Lance shifts with the click of the door, but Tatiana remains motionless, curled on her side, her chest rising and falling almost imperceptibly beneath the sheets. Lance leans back in the chair and looks at me for a moment, eyes tired and barely awake. And then he stretches his hand out towards me, and I slowly stand from my chair and walk towards him. No safety barriers. Nothing to hold on to. Nothing to help me.
When I reach him, he pulls me down into his lap and cradles me against his chest, and I curl up my legs and settle against him. His breathing falls into an easy rhythm, and he is asleep again, just like that. And I wonder how it feels, to be so safe and easy in the presence of another person, that he could just fall asleep like that, trust me so willingly and so readily. And then I realise that I know how it feels, because I am feeling it now. And I am warm and safe and comfortable and perfectly at ease. Because he is my friend and he cares about me and I care about him and this is so simple that I can hardly believe it. I feel as if I shouldn't believe it. I feel like this should feel wrong, strange, being held so close by a person I have not known for very long, for as long as I have known Marcus. A person I have been disagreeing with. A person for whom I have unresolved feelings. But it feels right, and it seems like I have known him forever; I cannot remember a time when I did not know Lance. When I did not know the perfectly controlled feel of him at my side. And it is almost as if everything that went wrong between us has been dissolved in this moment. Like we are what we were always meant to be.

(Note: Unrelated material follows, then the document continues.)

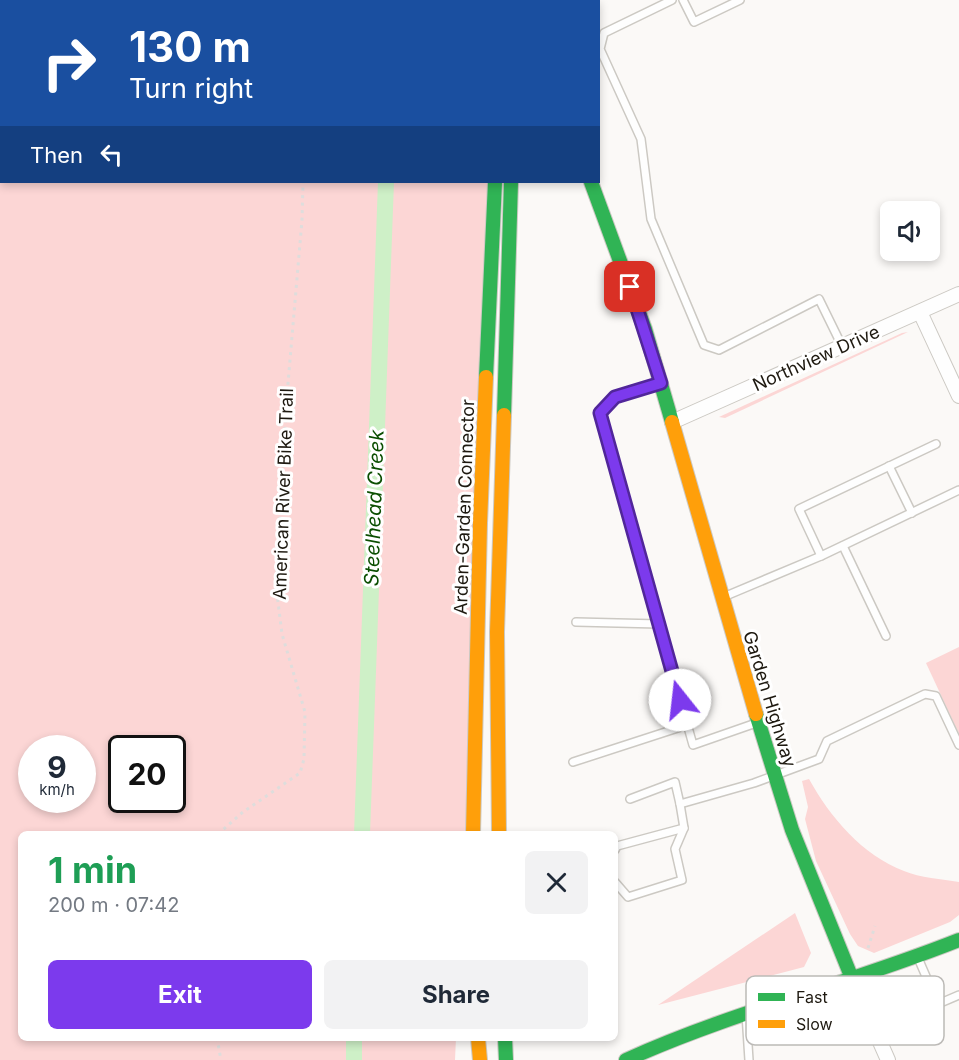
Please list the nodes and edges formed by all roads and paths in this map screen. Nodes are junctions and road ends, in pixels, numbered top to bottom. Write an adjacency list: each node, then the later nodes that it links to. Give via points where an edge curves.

And I think about what dad said, just before. About not hurting myself, but also not hurting Lance. And I think I know what he meant. I think he meant not to hold back what I want, what I need, because soon I will not want or need anything anymore. And I think he meant that not reaching for what I want will hurt not just me, but Lance as well, because he feels the way that I feel. Because, apparently, according to some person whose name I don't know, it is better to have loved and lost than to never have loved at all. And if words that beautiful are wrong, than I don't know how I will live my life.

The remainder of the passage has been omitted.